__WHAT THE EXERCISE ASKS__:
If a line in the data below contains "Heathe", copy it.

[Opening PROVIDED DATA section]

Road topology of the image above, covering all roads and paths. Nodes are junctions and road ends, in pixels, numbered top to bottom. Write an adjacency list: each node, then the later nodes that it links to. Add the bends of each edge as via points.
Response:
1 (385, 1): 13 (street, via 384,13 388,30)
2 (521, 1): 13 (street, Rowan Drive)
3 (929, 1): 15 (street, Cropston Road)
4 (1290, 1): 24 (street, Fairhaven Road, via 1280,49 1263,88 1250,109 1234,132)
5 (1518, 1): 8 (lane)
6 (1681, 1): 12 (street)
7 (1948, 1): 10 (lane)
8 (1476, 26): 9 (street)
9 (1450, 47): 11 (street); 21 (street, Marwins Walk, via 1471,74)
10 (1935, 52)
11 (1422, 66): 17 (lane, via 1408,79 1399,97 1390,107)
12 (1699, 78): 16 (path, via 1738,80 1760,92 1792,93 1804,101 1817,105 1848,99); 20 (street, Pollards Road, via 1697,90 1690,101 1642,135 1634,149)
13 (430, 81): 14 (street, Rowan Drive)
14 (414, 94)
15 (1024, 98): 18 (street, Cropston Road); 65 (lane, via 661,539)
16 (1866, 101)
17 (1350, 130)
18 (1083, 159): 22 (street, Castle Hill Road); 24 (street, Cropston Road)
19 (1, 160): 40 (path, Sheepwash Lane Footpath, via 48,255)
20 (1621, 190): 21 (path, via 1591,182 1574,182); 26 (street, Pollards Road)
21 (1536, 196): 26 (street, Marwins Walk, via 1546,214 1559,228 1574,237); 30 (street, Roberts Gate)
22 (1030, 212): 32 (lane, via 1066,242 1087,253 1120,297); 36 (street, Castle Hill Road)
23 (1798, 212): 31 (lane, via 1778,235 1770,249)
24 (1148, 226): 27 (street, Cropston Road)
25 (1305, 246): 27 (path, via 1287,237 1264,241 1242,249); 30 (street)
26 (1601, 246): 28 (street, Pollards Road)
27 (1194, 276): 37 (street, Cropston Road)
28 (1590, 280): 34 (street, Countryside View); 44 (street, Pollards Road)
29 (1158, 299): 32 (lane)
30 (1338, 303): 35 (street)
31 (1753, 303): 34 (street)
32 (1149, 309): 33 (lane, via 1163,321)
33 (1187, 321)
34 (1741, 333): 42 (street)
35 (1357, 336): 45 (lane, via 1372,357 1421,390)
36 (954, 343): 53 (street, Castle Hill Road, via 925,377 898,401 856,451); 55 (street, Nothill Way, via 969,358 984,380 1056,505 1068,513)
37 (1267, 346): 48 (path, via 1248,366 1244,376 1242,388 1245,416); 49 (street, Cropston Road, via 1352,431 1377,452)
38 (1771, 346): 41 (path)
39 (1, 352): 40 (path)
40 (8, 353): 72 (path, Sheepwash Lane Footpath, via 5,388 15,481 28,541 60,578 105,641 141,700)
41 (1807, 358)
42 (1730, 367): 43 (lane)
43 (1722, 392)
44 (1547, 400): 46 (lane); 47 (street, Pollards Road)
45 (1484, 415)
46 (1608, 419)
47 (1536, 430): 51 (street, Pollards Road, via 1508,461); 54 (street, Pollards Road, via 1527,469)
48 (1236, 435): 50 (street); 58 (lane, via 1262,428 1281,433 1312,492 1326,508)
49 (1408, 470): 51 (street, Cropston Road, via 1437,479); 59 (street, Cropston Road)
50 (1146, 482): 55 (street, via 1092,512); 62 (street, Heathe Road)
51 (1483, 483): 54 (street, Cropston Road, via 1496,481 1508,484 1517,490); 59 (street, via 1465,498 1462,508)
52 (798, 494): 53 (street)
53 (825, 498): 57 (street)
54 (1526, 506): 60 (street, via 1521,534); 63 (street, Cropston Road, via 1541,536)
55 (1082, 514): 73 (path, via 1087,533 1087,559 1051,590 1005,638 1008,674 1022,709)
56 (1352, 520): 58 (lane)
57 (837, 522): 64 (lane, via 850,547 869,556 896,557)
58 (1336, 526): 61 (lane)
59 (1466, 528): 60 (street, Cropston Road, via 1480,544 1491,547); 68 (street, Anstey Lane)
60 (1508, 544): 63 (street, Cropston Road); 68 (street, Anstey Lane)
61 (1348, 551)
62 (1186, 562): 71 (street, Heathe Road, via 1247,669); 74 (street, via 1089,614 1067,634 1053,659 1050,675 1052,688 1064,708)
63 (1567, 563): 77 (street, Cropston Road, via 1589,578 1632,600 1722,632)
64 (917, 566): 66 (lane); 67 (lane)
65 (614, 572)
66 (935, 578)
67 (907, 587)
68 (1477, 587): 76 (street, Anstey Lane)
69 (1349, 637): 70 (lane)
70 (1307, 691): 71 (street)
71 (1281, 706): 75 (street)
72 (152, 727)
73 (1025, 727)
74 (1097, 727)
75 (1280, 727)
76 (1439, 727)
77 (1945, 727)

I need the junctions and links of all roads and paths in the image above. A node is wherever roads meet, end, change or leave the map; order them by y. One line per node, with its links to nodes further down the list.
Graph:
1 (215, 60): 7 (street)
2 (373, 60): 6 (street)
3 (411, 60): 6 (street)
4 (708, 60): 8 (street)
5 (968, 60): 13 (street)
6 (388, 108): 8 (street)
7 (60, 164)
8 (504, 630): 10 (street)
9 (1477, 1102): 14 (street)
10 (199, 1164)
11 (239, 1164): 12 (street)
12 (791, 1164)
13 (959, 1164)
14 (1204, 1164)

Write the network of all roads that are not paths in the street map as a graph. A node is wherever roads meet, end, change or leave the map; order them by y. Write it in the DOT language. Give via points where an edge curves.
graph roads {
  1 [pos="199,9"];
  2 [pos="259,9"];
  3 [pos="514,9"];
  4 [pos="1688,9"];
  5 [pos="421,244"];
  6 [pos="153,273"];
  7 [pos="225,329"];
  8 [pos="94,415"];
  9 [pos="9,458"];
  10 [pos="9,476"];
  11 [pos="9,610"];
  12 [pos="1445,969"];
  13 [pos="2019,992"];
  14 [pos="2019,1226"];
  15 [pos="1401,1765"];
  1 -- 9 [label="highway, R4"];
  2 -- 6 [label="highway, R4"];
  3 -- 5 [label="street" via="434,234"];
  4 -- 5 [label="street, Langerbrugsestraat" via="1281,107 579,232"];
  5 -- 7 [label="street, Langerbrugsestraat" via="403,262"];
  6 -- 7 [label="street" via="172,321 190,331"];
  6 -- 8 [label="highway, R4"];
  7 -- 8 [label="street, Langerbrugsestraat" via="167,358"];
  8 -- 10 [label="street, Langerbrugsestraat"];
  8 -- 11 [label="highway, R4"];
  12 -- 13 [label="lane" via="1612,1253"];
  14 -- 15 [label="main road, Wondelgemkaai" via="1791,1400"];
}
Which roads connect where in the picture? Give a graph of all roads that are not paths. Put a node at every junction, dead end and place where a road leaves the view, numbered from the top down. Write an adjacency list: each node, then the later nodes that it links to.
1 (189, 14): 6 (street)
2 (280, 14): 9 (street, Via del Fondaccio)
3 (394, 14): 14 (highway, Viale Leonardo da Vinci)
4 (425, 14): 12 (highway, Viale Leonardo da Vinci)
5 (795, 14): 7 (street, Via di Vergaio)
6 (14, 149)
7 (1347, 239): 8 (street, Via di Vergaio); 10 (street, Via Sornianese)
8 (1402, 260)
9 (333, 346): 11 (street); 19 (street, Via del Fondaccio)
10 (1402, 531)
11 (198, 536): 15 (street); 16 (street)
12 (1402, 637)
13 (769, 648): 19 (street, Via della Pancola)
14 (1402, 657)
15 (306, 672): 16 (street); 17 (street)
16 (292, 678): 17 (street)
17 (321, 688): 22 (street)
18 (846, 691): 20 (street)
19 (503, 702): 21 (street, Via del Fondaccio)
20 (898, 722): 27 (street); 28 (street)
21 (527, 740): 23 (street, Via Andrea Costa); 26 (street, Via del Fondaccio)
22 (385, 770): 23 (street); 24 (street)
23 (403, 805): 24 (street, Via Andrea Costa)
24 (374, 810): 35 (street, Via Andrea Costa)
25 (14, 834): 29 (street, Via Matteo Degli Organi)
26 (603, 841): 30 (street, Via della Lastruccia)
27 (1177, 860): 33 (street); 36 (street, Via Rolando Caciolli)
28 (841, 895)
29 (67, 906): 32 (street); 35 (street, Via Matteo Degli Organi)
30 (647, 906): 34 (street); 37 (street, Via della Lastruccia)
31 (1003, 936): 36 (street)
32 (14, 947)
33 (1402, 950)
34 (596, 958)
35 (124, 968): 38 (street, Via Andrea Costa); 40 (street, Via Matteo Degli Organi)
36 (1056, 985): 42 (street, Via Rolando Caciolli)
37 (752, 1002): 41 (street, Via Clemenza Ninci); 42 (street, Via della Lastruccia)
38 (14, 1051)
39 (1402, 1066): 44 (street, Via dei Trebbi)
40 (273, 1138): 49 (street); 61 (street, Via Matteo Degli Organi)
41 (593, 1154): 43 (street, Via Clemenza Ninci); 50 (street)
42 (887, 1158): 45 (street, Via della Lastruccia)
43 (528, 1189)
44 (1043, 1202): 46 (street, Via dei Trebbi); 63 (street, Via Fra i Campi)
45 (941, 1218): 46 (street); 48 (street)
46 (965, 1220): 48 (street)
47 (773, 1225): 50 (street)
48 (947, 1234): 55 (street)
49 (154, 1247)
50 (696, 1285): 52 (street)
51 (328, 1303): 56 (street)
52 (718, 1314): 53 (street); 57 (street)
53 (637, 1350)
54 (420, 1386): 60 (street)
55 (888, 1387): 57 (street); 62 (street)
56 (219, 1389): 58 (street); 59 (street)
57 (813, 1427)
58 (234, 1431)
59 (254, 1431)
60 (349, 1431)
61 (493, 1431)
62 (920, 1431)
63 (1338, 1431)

[Closing PROVIDED DATA section]

__OUTPUT FOR THIS EXERCISE__:
50 (1146, 482): 55 (street, via 1092,512); 62 (street, Heathe Road)
62 (1186, 562): 71 (street, Heathe Road, via 1247,669); 74 (street, via 1089,614 1067,634 1053,659 1050,675 1052,688 1064,708)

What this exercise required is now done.